# Seperate circuits grounds and neutrals



## davidchomes (Jun 22, 2007)

Hello.

If you have more than one circuit going to a switch box do all the grounds of both and all the neutrals of both have to get tied together? Such as there is one 20 amp and one 15 amp circuit in a box together or two seperate 15 amp circuits in a box together. Can you or should you tie each circuits grounds/neutrals together seperately?

Thanks

Dave


----------



## RobertWilber (Mar 5, 2006)

I take it you are talking about plastic boxes. The point is moot in metal boxes.
There is no reason to tie grounds of different circuits together.
It would be a violation to join the neutrals. 
If you had a 20 amp circuit and 15 amp circuit, the 15 amp neutral could be carrying 17 amps - unacceptable. 
... and if one of the neutrals opened upstream towards the panel, the 14 gauge could be carrying 30 amps and more, 45 amps if there were three circuits with 2 open, and so on.


----------



## JohnJ0906 (Jan 7, 2007)

As Robert said, it is a violation to put the grounded circuit conductors (neutrals) of different circuits together.

I splice all Equipment grounding conductors of the same size together. If I have, say, #14 and #12 in the same box, I splice each separately, with the appropriate device tails, and add a #12 jumper between splices. I prefer all metal in that box to be bonded.


----------



## AustinDB (Sep 11, 2006)

what about running two circuits w/ a 12/3-is that up to code? based on the discussion, it sounds not to be so, but I've seen it done. I've observed this done in commercial settings with wires run in electrical conduit where there was one neurtral for two hots-is ok then?


----------



## Speedy Petey (Sep 30, 2003)

All grounds that are spliced or terminated in a box must be tied together.
See 250.148. 
There is even an FPN stating that a separate ground for an IG need not be included in this requirement.


----------



## Speedy Petey (Sep 30, 2003)

72chevy4x4 said:


> what about running two circuits w/ a 12/3-is that up to code? based on the discussion, it sounds not to be so, but I've seen it done. I've observed this done in commercial settings with wires run in electrical conduit where there was one neurtral for two hots-is ok then?

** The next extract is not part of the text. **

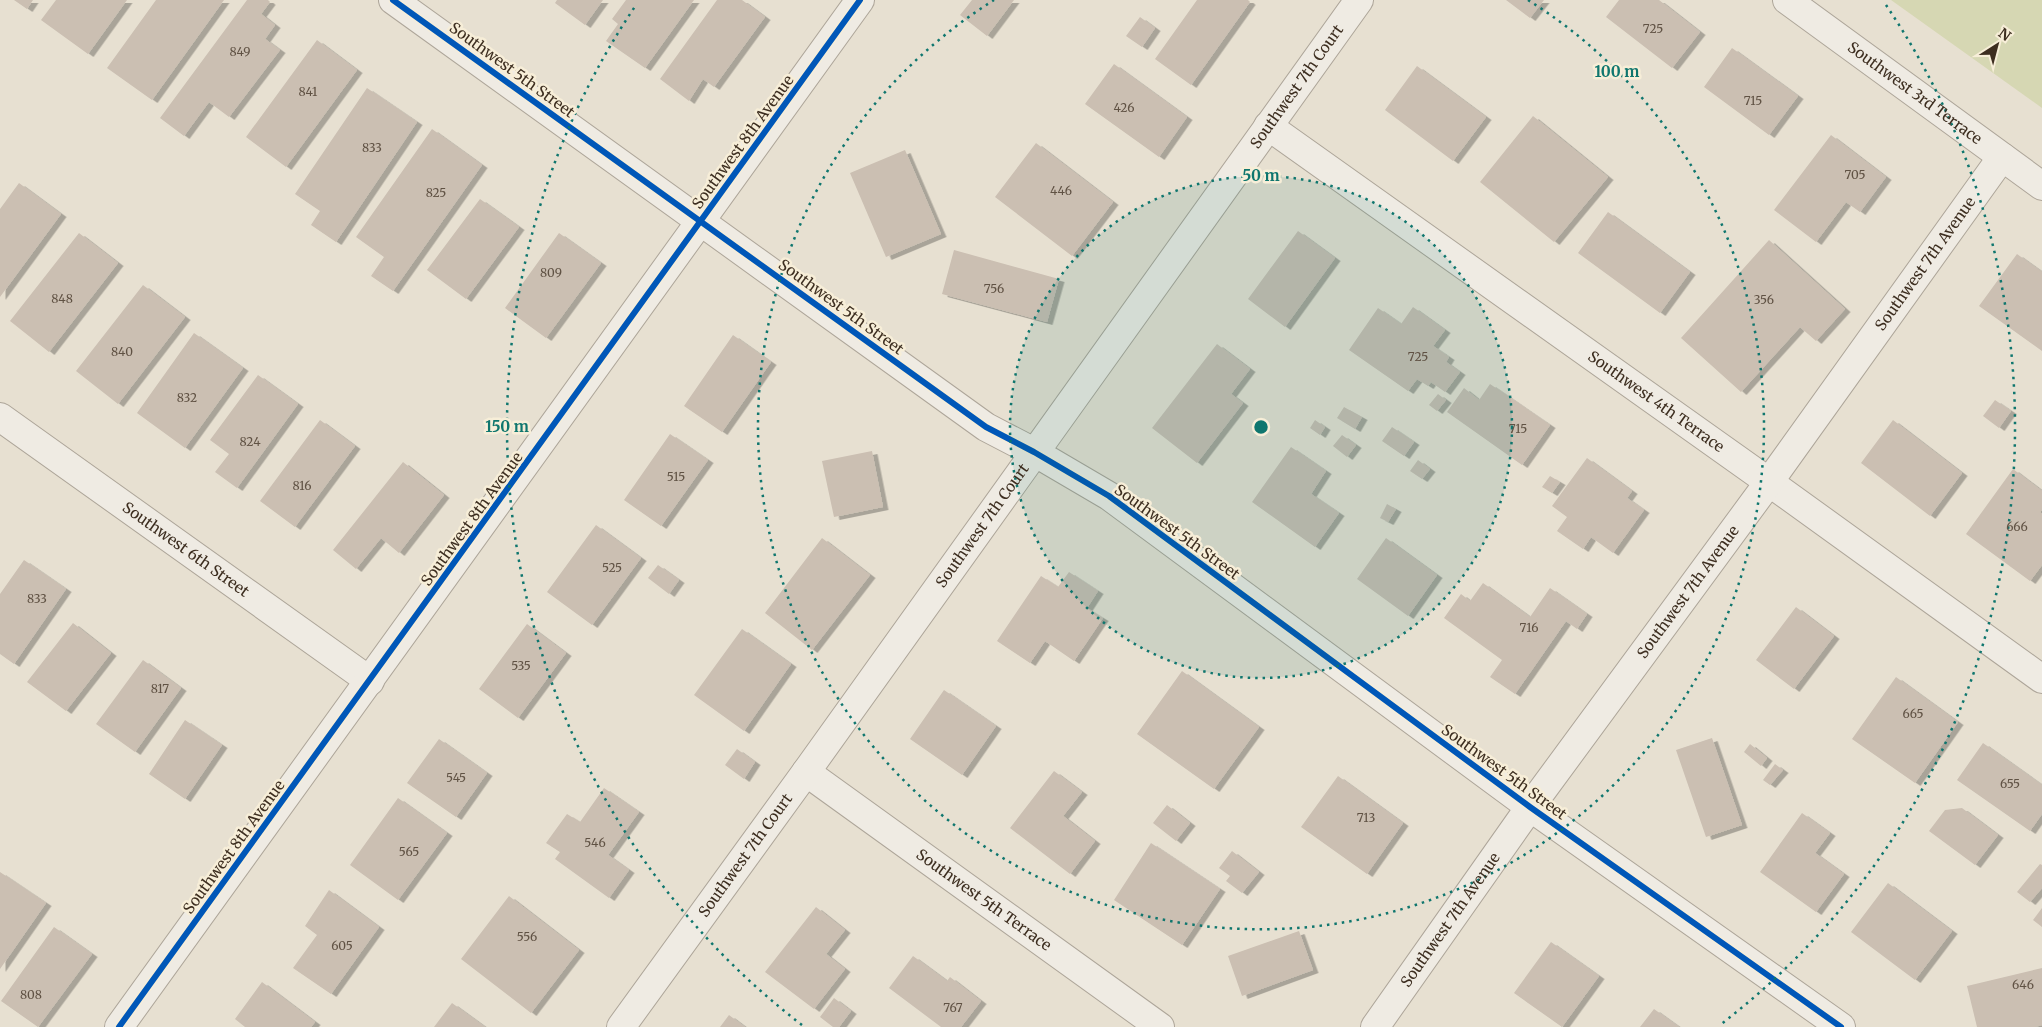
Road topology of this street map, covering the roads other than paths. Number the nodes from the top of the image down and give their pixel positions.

This is a perfectly normal and legal installation.


----------



## Magnettica (Dec 19, 2006)

72chevy4x4 said:


> what about running two circuits w/ a 12/3-is that up to code? based on the discussion, it sounds not to be so, but I've seen it done. I've observed this done in commercial settings with wires run in electrical conduit where there was one neurtral for two hots-is ok then?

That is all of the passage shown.